* _What you have to do_
Examine the material below. Gather every line in which the string "picture" appears.

*** Block opens ***

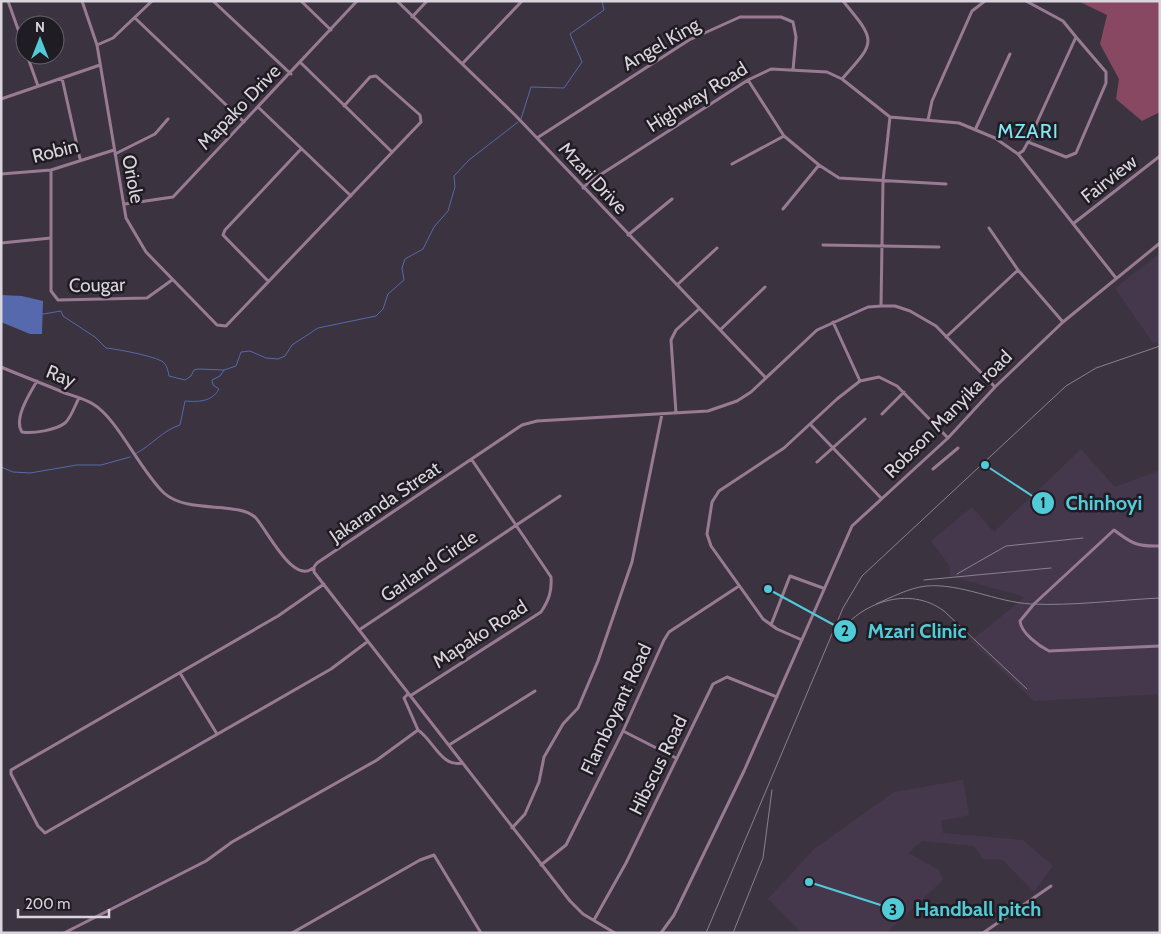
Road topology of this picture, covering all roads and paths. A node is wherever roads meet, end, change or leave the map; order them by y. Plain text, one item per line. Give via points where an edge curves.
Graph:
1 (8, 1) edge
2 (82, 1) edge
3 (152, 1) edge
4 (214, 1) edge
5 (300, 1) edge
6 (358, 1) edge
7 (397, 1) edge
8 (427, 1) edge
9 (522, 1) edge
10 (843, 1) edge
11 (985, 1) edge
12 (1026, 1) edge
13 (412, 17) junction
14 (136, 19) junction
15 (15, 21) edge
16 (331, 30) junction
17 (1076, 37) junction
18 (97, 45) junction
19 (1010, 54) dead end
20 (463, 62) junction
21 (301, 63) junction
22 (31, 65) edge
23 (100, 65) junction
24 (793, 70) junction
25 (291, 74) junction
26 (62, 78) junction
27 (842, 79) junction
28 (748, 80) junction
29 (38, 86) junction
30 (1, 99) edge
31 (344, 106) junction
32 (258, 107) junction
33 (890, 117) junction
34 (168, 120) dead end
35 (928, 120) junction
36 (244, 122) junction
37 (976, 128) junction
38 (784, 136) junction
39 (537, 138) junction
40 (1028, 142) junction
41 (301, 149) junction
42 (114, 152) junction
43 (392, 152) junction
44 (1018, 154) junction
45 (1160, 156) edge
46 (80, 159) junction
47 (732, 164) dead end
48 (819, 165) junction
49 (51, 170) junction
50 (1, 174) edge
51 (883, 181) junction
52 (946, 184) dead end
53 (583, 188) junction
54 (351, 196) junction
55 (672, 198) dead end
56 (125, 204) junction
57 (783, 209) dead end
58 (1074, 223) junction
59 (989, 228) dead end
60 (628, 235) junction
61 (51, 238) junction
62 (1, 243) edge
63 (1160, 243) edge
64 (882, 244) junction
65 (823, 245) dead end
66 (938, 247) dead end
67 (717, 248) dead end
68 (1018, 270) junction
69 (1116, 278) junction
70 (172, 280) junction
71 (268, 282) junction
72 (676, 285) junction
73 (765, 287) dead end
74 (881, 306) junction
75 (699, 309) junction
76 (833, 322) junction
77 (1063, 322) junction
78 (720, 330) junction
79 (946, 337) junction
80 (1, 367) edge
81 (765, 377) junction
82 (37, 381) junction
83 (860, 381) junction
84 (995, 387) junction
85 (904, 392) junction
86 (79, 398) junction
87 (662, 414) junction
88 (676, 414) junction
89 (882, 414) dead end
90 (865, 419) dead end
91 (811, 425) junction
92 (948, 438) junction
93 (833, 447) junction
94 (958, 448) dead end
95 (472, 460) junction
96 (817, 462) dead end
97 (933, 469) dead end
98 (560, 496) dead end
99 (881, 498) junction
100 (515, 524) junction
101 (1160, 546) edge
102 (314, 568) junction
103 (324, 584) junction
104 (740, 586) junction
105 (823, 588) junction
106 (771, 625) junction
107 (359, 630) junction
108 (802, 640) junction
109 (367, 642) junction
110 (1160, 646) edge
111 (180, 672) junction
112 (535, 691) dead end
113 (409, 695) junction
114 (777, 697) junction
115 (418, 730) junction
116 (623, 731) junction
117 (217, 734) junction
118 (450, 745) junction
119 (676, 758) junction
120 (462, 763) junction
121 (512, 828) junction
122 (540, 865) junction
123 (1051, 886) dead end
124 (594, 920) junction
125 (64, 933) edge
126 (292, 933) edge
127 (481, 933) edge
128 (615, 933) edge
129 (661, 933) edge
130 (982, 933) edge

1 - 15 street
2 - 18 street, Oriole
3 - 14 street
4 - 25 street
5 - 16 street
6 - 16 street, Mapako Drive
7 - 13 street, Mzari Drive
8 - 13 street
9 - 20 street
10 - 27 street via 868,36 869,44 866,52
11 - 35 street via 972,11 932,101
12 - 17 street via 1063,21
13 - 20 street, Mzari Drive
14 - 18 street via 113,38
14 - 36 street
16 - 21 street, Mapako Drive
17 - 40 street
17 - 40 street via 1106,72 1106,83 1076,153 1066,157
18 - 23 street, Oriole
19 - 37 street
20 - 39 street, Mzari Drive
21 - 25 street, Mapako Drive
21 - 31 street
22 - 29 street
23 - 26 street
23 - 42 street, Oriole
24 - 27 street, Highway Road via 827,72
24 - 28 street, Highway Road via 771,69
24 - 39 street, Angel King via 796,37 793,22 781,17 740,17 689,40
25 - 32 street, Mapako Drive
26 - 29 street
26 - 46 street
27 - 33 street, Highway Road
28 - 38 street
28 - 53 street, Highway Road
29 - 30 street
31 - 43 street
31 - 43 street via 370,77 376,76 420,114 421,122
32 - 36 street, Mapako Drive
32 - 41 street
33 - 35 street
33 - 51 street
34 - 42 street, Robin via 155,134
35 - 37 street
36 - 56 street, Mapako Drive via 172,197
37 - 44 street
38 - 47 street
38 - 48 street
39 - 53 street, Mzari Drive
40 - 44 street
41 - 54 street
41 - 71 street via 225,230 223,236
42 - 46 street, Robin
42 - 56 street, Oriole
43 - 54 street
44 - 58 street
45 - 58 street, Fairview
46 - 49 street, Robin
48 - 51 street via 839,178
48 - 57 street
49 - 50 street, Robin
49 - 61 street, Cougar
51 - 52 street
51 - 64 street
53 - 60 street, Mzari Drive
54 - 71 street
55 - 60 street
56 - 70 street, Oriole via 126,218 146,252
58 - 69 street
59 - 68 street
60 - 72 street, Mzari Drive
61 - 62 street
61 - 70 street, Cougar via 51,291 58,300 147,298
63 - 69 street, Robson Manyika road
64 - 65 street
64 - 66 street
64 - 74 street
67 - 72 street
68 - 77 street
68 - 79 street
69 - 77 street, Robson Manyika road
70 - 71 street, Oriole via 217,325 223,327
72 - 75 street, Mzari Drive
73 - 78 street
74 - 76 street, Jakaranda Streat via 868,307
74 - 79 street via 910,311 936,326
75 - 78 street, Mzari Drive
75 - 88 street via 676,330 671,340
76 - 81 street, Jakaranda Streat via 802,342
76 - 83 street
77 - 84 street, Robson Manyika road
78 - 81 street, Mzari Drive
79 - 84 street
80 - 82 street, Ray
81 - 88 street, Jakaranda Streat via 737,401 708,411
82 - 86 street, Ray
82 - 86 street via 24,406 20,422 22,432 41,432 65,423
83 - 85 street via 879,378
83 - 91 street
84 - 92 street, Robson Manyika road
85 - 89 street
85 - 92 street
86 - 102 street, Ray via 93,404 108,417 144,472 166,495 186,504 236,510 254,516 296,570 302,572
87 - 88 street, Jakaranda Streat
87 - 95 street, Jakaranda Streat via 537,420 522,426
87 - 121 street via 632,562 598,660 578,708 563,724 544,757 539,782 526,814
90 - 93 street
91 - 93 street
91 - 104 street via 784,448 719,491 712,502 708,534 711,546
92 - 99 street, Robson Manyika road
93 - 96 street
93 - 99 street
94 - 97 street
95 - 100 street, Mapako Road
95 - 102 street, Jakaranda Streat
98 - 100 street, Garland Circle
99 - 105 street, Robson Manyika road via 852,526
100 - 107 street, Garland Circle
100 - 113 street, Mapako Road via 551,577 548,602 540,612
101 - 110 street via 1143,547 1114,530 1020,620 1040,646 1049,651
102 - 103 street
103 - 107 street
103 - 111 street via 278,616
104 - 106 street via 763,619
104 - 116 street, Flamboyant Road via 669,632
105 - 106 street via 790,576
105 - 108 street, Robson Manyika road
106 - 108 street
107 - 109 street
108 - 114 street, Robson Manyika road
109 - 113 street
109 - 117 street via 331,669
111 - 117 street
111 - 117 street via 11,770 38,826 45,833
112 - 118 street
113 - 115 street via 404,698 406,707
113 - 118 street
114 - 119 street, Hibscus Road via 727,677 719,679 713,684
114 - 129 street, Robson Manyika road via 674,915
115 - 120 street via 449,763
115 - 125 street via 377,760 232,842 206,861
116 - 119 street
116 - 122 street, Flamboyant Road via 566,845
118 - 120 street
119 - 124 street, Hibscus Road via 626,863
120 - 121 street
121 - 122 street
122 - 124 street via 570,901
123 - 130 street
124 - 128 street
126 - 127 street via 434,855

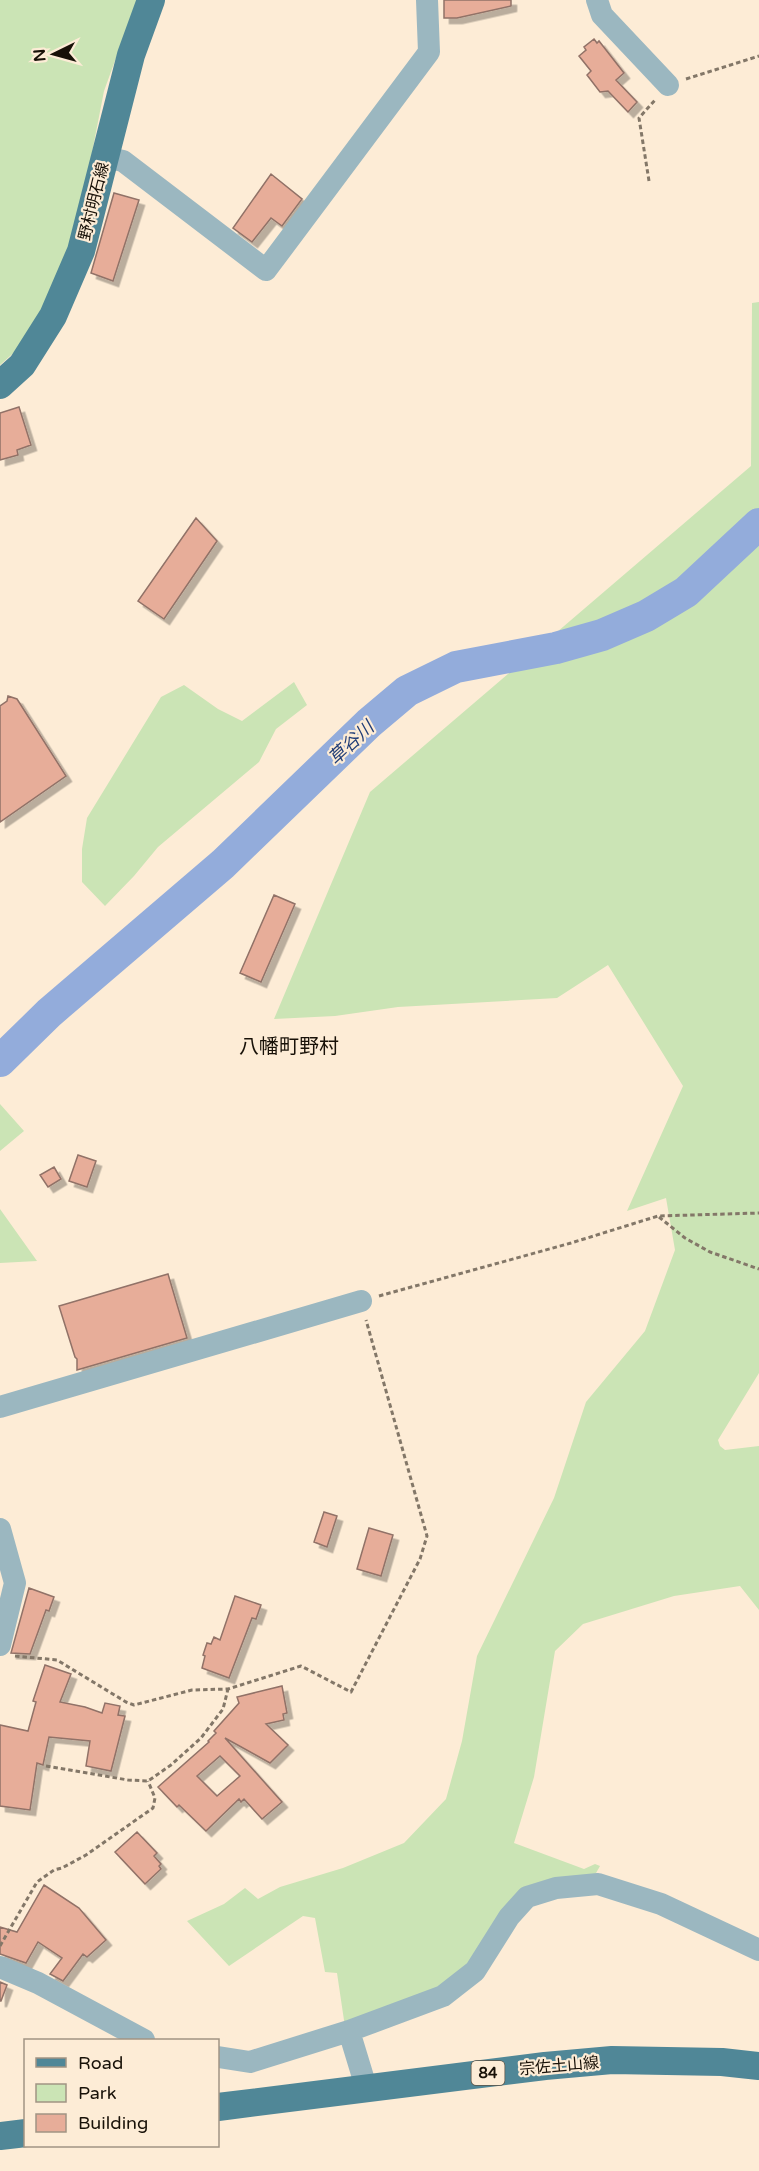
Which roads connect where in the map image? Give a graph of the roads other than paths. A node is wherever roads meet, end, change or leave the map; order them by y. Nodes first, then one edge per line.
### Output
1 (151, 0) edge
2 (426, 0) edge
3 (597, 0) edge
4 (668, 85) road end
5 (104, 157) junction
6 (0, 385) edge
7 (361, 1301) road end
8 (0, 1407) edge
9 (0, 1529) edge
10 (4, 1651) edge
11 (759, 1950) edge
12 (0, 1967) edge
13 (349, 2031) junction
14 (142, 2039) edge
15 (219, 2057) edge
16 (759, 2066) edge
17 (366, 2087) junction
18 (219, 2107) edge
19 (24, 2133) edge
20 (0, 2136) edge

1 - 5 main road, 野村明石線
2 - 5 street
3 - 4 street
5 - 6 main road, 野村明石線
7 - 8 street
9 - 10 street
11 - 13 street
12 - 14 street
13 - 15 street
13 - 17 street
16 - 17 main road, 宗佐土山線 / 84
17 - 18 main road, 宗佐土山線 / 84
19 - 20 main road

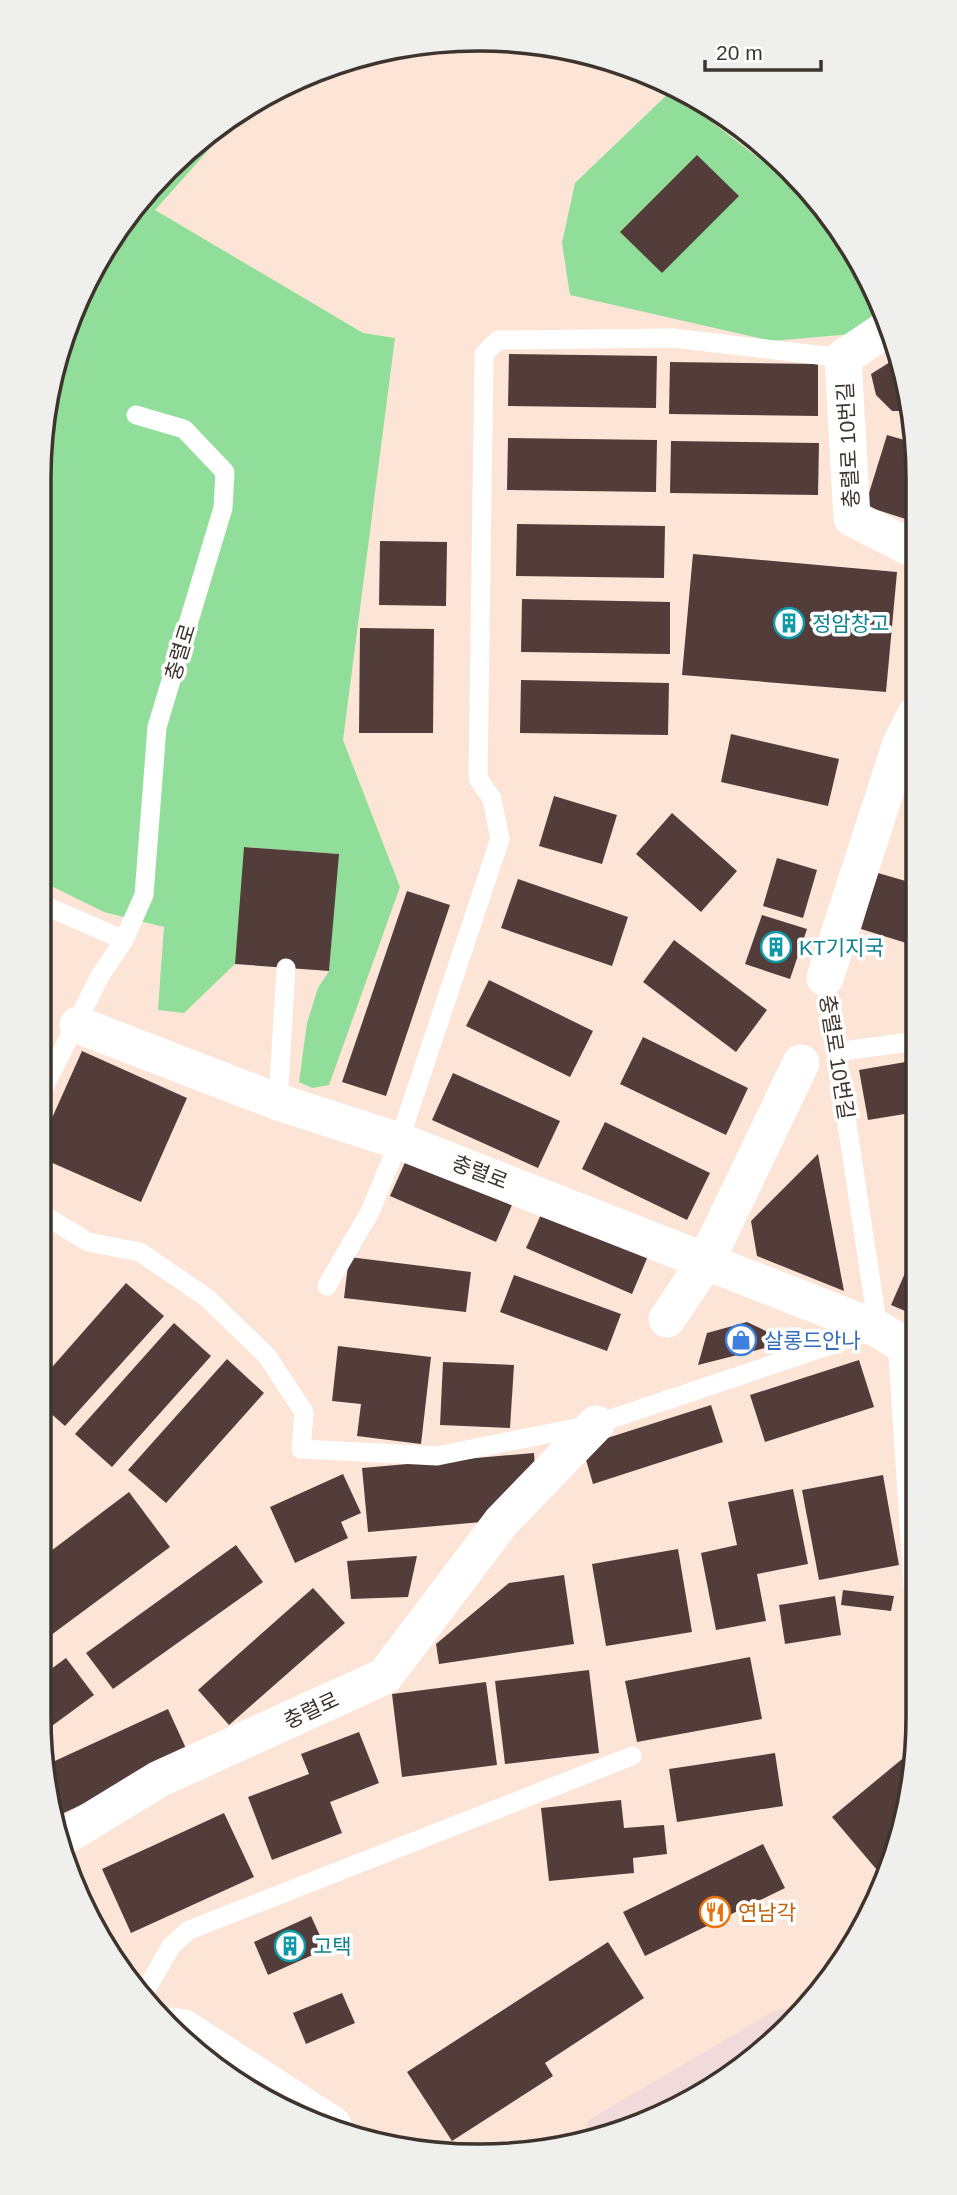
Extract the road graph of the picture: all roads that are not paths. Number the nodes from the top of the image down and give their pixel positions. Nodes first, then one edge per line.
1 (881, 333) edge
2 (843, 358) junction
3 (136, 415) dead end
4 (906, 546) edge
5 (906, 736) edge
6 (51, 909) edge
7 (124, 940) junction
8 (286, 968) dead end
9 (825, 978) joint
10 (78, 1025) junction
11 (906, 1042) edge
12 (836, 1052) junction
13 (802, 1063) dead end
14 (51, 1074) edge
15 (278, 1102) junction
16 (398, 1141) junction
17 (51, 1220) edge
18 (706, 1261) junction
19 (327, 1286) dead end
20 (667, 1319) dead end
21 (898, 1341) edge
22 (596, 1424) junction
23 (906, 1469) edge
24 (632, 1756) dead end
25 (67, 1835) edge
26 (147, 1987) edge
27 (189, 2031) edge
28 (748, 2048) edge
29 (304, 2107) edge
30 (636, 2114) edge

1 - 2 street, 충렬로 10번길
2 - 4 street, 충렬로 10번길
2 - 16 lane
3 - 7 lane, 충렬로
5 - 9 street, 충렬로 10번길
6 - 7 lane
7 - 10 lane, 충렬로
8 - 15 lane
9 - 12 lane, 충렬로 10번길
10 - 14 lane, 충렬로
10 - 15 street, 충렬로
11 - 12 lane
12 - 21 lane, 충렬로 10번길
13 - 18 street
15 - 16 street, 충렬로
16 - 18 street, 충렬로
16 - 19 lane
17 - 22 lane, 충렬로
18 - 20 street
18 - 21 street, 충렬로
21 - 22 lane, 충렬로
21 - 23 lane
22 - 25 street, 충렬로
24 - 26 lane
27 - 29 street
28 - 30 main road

*** Block closes ***

* _Result of this task_
Road topology of this picture, covering all roads and paths. A node is wherever roads meet, end, change or leave the map; order them by y. Plain text, one item per line. Give via points where an edge curves.
Extract the road graph of the picture: all roads that are not paths. Number the nodes from the top of the image down and give their pixel positions. Nodes first, then one edge per line.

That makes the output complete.